Stored data entries:
►

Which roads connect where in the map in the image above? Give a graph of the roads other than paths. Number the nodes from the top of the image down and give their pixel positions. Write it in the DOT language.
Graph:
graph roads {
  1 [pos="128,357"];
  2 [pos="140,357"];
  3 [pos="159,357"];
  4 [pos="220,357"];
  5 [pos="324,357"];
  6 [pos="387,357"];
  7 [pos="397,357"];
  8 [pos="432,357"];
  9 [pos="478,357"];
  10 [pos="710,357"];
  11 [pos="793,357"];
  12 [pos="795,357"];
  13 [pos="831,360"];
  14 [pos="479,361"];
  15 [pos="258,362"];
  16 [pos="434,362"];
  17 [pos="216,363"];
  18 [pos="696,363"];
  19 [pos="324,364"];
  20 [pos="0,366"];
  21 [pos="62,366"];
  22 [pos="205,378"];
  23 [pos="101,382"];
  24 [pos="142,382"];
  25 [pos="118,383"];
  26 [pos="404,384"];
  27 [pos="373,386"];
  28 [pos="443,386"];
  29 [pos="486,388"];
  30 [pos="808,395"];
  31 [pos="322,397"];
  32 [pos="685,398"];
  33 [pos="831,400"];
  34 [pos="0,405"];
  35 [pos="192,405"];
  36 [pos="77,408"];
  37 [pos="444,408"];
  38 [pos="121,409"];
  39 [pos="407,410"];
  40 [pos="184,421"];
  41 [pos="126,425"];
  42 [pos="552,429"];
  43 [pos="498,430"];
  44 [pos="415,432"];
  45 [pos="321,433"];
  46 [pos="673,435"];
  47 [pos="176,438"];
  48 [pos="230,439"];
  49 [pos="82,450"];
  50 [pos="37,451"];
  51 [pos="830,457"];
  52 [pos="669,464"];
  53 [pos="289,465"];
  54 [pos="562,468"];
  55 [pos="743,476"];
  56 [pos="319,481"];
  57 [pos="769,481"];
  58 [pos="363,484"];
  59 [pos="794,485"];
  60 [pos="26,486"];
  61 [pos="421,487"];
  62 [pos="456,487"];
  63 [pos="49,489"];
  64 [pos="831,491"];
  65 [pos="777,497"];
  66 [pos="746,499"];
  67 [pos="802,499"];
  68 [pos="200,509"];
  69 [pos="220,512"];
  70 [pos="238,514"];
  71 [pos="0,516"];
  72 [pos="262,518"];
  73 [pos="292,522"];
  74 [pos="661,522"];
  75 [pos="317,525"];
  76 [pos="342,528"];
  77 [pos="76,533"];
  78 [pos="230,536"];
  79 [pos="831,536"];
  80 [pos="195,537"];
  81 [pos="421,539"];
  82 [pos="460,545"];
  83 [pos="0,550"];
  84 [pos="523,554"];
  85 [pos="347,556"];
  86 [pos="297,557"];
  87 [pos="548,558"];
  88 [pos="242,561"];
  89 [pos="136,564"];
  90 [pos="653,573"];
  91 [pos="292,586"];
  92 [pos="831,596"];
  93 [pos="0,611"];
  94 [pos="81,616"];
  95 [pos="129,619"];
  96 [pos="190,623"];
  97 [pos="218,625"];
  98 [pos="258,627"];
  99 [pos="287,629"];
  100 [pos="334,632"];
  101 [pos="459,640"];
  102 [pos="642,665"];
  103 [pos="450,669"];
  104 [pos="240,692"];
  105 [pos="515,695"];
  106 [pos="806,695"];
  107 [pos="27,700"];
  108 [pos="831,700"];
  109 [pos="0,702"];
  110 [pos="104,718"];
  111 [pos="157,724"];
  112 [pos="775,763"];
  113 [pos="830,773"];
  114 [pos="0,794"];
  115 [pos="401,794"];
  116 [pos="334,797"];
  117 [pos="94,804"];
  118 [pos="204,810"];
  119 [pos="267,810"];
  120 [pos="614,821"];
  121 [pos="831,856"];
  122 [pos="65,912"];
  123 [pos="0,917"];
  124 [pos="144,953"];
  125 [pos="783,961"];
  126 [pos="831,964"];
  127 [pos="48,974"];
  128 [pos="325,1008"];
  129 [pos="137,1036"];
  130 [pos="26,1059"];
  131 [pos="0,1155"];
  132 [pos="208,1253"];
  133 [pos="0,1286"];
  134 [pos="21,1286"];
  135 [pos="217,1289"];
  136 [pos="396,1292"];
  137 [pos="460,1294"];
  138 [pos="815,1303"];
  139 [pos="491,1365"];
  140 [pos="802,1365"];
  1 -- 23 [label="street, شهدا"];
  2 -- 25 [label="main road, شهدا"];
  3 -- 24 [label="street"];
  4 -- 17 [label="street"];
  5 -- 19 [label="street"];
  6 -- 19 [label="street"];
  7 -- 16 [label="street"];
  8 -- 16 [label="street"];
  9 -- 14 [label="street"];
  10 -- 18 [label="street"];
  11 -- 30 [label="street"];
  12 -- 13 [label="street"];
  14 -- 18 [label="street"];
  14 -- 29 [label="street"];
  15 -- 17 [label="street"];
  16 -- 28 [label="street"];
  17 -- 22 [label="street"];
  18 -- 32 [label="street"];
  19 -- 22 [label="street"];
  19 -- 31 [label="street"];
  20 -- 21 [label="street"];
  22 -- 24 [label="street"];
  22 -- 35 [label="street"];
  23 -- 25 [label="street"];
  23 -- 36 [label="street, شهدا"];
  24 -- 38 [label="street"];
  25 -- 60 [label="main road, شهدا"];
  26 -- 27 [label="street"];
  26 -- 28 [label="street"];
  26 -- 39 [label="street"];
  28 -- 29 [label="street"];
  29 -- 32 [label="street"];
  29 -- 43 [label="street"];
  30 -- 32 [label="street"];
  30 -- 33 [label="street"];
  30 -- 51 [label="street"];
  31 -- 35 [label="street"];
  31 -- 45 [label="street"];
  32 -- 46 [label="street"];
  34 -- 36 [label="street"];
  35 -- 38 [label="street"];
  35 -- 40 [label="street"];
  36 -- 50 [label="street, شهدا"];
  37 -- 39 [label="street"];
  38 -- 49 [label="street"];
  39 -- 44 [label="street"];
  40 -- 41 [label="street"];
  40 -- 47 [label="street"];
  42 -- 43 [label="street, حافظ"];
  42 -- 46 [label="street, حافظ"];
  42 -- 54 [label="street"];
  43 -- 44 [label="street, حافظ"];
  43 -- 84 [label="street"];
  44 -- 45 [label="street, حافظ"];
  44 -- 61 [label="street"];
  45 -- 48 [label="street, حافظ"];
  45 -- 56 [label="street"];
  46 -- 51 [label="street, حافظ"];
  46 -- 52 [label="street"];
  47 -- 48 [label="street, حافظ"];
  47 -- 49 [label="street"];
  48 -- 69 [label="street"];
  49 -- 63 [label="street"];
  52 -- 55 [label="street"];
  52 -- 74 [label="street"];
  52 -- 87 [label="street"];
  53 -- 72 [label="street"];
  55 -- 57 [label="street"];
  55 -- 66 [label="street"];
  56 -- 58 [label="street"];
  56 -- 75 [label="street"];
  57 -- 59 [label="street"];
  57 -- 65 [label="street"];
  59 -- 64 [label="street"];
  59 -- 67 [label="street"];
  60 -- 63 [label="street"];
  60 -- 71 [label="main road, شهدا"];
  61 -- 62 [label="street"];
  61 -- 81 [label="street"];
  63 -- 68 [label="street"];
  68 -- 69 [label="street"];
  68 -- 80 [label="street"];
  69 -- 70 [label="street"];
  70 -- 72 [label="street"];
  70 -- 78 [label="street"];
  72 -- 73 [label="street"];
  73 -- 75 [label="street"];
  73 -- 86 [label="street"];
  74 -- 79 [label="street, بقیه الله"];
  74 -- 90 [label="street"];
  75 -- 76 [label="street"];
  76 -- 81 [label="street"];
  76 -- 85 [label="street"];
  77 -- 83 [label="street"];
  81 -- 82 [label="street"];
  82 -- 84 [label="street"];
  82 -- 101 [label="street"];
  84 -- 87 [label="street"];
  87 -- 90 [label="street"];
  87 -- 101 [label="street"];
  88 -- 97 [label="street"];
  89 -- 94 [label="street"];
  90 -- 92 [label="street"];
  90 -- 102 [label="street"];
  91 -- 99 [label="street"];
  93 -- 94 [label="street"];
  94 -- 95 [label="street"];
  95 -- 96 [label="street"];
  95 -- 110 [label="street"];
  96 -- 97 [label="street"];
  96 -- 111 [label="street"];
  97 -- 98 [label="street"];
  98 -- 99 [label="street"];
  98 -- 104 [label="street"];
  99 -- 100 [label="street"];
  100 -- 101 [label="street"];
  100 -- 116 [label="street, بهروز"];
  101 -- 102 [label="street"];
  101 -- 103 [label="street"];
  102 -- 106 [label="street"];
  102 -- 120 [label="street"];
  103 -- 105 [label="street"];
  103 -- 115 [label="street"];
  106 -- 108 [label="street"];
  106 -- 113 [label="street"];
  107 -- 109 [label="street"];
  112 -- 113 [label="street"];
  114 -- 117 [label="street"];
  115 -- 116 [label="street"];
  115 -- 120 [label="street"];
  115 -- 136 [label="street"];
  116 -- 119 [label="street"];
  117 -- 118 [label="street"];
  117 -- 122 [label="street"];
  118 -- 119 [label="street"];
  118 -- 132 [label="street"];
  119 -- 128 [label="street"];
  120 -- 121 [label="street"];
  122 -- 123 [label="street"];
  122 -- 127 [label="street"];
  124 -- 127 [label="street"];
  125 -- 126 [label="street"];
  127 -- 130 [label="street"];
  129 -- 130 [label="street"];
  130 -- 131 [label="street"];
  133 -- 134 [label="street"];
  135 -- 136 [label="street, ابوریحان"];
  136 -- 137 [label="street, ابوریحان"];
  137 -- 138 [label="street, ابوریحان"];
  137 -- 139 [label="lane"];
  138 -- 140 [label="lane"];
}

◄

Each line holding the word "ابوریحان" must be copied from the data.

## Answer space
  135 -- 136 [label="street, ابوریحان"];
  136 -- 137 [label="street, ابوریحان"];
  137 -- 138 [label="street, ابوریحان"];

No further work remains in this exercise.